## [WORK ORDER]
For the word "roads", report how many lines of the records below contain it, and nothing more.

Start of SUPPLIED DATA

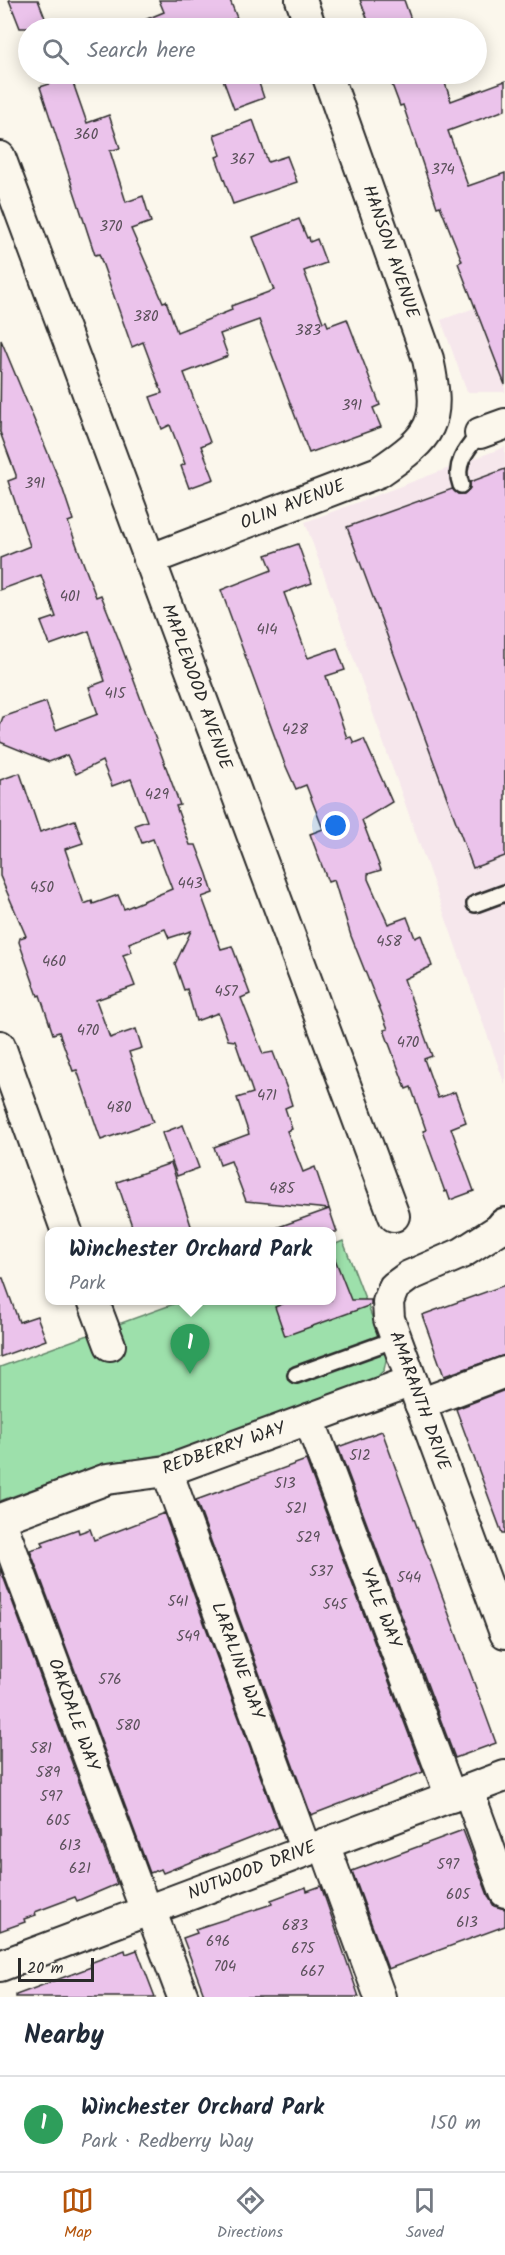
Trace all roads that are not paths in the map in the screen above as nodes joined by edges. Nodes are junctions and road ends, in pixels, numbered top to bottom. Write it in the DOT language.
graph roads {
  1 [pos="301,0"];
  2 [pos="307,18"];
  3 [pos="331,84"];
  4 [pos="0,157"];
  5 [pos="493,428"];
  6 [pos="427,433"];
  7 [pos="461,485"];
  8 [pos="149,560"];
  9 [pos="505,893"];
  10 [pos="475,904"];
  11 [pos="0,1046"];
  12 [pos="394,1216"];
  13 [pos="504,1226"];
  14 [pos="65,1227"];
  15 [pos="95,1305"];
  16 [pos="396,1339"];
  17 [pos="111,1345"];
  18 [pos="505,1372"];
  19 [pos="296,1375"];
  20 [pos="416,1392"];
  21 [pos="309,1419"];
  22 [pos="167,1472"];
  23 [pos="0,1519"];
  24 [pos="496,1579"];
  25 [pos="505,1633"];
  26 [pos="505,1776"];
  27 [pos="459,1793"];
  28 [pos="315,1847"];
  29 [pos="505,1892"];
  30 [pos="148,1910"];
  31 [pos="0,1966"];
  32 [pos="183,1997"];
  33 [pos="380,1997"];
  1 -- 2 [label="street"];
  3 -- 6 [label="street, HANSON AVENUE"];
  4 -- 8 [label="street, MAPLEWOOD AVENUE"];
  5 -- 7 [label="lane"];
  6 -- 8 [label="street, OLIN AVENUE"];
  8 -- 12 [label="street, MAPLEWOOD AVENUE"];
  9 -- 10 [label="lane"];
  11 -- 14 [label="street"];
  13 -- 16 [label="street, AMARANTH DRIVE"];
  15 -- 17 [label="street"];
  16 -- 19 [label="lane"];
  16 -- 20 [label="street, AMARANTH DRIVE"];
  18 -- 20 [label="street, REDBERRY WAY"];
  20 -- 21 [label="street, REDBERRY WAY"];
  20 -- 24 [label="street, AMARANTH DRIVE"];
  21 -- 22 [label="street, REDBERRY WAY"];
  21 -- 27 [label="street, YALE WAY"];
  22 -- 23 [label="street, REDBERRY WAY"];
  22 -- 28 [label="street, LARALINE WAY"];
  23 -- 30 [label="street, OAKDALE WAY"];
  24 -- 25 [label="street, AMARANTH DRIVE"];
  26 -- 27 [label="street, NUTWOOD DRIVE"];
  27 -- 28 [label="street, NUTWOOD DRIVE"];
  27 -- 29 [label="street, YALE WAY"];
  28 -- 30 [label="street, NUTWOOD DRIVE"];
  28 -- 33 [label="street, LARALINE WAY"];
  30 -- 31 [label="street, NUTWOOD DRIVE"];
  30 -- 32 [label="street, OAKDALE WAY"];
}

End of SUPPLIED DATA

## [REPLY TO THE TASK]
2